I registered and then noticed that this is also one of the BOINC enabled projects so if you are already registered for BOINC just add a project via 'tools' and 'add a project or account manager' from the BOINC Manager.

Try it, you'll like it!

eppur_se_muova

(36,261 posts)
2. Is IBM *still* announcing as new things that others have been doing for years ?
Thu Dec 4, 2014, 03:02 AM
Dec 2014

Folding@Home has been around for years, as have other biomedically oriented distributed computing projects.

Delphinus

(11,830 posts)
3. Oh!
Thu Dec 4, 2014, 07:16 AM
Dec 2014

I used to be on Folding@Home - here on DU, right? It was medical? Gosh, when my computer died so many years ago, I think I forgot to put it back on when I built a new one.
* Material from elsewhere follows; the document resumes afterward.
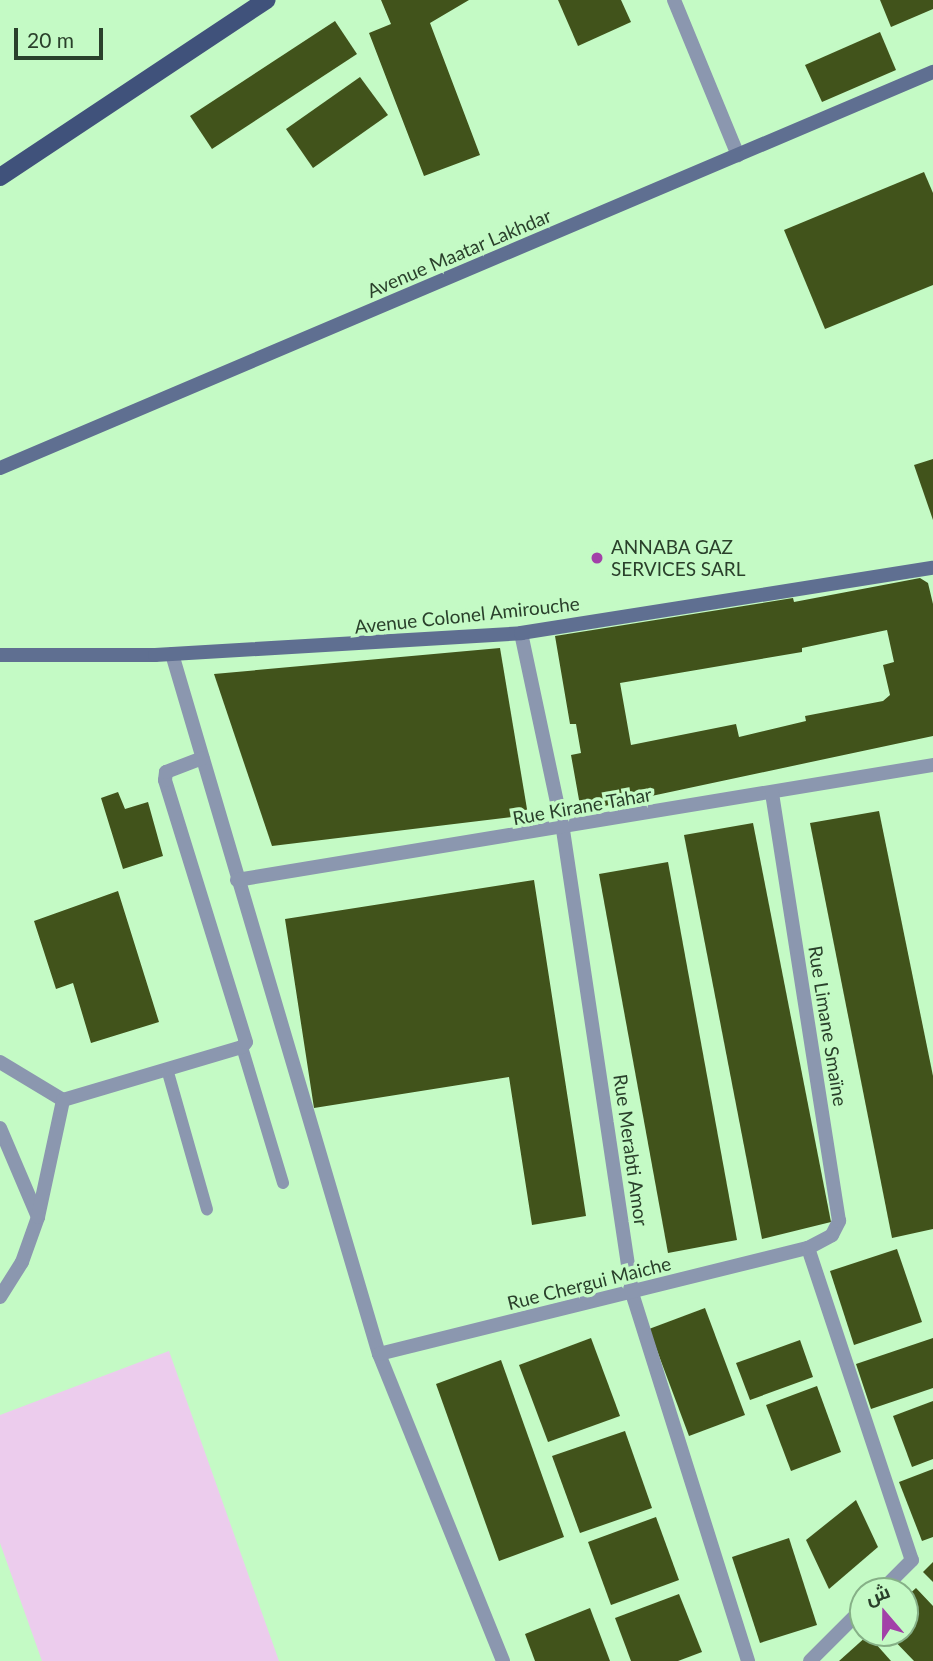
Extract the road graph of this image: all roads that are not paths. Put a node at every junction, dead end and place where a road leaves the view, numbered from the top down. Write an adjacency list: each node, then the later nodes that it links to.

Thanks for this reminder!

sinkingfeeling

(51,448 posts)
4. The only thing they annouced as 'new' was using the power for Ebola.
Thu Dec 4, 2014, 11:02 AM
Dec 2014

" For the last 10 years IBM has sponsored a project called World Community Grid, in which volunteers agree to download software that takes advantage of unused processing capacity on their devices. About 680,000 individuals in 80 countries have enrolled in the IBM program, said IBM vice president Stan Litow. They've donated computing power to help scientists at several institutions conduct research into malaria, AIDS, cancer and environmental issues."